── DATASET RECORDS

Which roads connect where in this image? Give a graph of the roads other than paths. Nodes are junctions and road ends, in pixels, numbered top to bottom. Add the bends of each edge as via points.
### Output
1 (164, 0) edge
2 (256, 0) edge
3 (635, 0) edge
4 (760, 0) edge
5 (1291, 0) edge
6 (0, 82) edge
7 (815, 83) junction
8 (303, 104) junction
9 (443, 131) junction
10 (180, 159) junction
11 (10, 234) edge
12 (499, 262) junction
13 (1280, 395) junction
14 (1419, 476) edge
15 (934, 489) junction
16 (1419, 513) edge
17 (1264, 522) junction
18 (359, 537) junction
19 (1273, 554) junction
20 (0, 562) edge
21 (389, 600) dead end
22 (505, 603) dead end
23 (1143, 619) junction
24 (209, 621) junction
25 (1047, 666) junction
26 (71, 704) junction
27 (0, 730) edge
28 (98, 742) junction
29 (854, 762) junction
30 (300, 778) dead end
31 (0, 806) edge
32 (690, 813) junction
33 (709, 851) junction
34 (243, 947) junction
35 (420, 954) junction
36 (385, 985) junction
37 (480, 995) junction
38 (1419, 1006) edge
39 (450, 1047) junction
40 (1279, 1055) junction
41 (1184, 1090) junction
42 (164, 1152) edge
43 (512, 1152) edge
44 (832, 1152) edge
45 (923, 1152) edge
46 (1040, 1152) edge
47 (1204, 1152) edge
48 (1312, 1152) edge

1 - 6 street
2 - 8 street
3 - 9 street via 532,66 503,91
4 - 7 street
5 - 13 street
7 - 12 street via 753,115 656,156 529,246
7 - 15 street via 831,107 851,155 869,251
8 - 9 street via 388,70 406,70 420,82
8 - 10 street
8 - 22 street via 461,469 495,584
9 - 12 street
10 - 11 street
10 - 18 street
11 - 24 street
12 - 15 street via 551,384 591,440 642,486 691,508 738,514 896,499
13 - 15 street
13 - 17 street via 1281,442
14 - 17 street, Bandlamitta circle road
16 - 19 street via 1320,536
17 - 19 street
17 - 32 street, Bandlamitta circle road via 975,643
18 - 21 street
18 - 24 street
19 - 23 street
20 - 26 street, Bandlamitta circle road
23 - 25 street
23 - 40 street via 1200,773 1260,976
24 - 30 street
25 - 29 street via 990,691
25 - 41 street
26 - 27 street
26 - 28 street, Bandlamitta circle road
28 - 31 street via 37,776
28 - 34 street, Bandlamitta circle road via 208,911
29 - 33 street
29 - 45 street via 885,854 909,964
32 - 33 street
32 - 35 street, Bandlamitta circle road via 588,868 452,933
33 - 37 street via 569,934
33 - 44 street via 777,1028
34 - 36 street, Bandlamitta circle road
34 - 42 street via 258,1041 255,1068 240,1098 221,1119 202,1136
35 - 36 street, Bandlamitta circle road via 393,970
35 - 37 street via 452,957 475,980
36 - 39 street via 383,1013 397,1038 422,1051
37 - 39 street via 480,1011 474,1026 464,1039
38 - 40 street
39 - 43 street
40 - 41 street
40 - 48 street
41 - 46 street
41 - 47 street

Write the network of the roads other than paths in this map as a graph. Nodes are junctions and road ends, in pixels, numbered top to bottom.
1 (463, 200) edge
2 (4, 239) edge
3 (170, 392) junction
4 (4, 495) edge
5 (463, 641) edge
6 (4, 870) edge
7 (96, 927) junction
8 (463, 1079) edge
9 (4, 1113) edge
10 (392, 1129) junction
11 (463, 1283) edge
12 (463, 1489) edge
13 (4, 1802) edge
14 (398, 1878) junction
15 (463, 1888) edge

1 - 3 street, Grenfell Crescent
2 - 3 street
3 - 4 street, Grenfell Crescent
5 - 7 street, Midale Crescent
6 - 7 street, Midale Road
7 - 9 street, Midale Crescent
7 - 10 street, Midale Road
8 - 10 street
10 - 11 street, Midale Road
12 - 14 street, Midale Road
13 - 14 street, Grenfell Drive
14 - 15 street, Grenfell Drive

────

*PROBLEM TO SOLVE*. Copy the data. Make sure every line matches exactly.

*TASK ANSWER*.
Which roads connect where in this image? Give a graph of the roads other than paths. Nodes are junctions and road ends, in pixels, numbered top to bottom. Add the bends of each edge as via points.
### Output
1 (164, 0) edge
2 (256, 0) edge
3 (635, 0) edge
4 (760, 0) edge
5 (1291, 0) edge
6 (0, 82) edge
7 (815, 83) junction
8 (303, 104) junction
9 (443, 131) junction
10 (180, 159) junction
11 (10, 234) edge
12 (499, 262) junction
13 (1280, 395) junction
14 (1419, 476) edge
15 (934, 489) junction
16 (1419, 513) edge
17 (1264, 522) junction
18 (359, 537) junction
19 (1273, 554) junction
20 (0, 562) edge
21 (389, 600) dead end
22 (505, 603) dead end
23 (1143, 619) junction
24 (209, 621) junction
25 (1047, 666) junction
26 (71, 704) junction
27 (0, 730) edge
28 (98, 742) junction
29 (854, 762) junction
30 (300, 778) dead end
31 (0, 806) edge
32 (690, 813) junction
33 (709, 851) junction
34 (243, 947) junction
35 (420, 954) junction
36 (385, 985) junction
37 (480, 995) junction
38 (1419, 1006) edge
39 (450, 1047) junction
40 (1279, 1055) junction
41 (1184, 1090) junction
42 (164, 1152) edge
43 (512, 1152) edge
44 (832, 1152) edge
45 (923, 1152) edge
46 (1040, 1152) edge
47 (1204, 1152) edge
48 (1312, 1152) edge

1 - 6 street
2 - 8 street
3 - 9 street via 532,66 503,91
4 - 7 street
5 - 13 street
7 - 12 street via 753,115 656,156 529,246
7 - 15 street via 831,107 851,155 869,251
8 - 9 street via 388,70 406,70 420,82
8 - 10 street
8 - 22 street via 461,469 495,584
9 - 12 street
10 - 11 street
10 - 18 street
11 - 24 street
12 - 15 street via 551,384 591,440 642,486 691,508 738,514 896,499
13 - 15 street
13 - 17 street via 1281,442
14 - 17 street, Bandlamitta circle road
16 - 19 street via 1320,536
17 - 19 street
17 - 32 street, Bandlamitta circle road via 975,643
18 - 21 street
18 - 24 street
19 - 23 street
20 - 26 street, Bandlamitta circle road
23 - 25 street
23 - 40 street via 1200,773 1260,976
24 - 30 street
25 - 29 street via 990,691
25 - 41 street
26 - 27 street
26 - 28 street, Bandlamitta circle road
28 - 31 street via 37,776
28 - 34 street, Bandlamitta circle road via 208,911
29 - 33 street
29 - 45 street via 885,854 909,964
32 - 33 street
32 - 35 street, Bandlamitta circle road via 588,868 452,933
33 - 37 street via 569,934
33 - 44 street via 777,1028
34 - 36 street, Bandlamitta circle road
34 - 42 street via 258,1041 255,1068 240,1098 221,1119 202,1136
35 - 36 street, Bandlamitta circle road via 393,970
35 - 37 street via 452,957 475,980
36 - 39 street via 383,1013 397,1038 422,1051
37 - 39 street via 480,1011 474,1026 464,1039
38 - 40 street
39 - 43 street
40 - 41 street
40 - 48 street
41 - 46 street
41 - 47 street

Write the network of the roads other than paths in this map as a graph. Nodes are junctions and road ends, in pixels, numbered top to bottom.
1 (463, 200) edge
2 (4, 239) edge
3 (170, 392) junction
4 (4, 495) edge
5 (463, 641) edge
6 (4, 870) edge
7 (96, 927) junction
8 (463, 1079) edge
9 (4, 1113) edge
10 (392, 1129) junction
11 (463, 1283) edge
12 (463, 1489) edge
13 (4, 1802) edge
14 (398, 1878) junction
15 (463, 1888) edge

1 - 3 street, Grenfell Crescent
2 - 3 street
3 - 4 street, Grenfell Crescent
5 - 7 street, Midale Crescent
6 - 7 street, Midale Road
7 - 9 street, Midale Crescent
7 - 10 street, Midale Road
8 - 10 street
10 - 11 street, Midale Road
12 - 14 street, Midale Road
13 - 14 street, Grenfell Drive
14 - 15 street, Grenfell Drive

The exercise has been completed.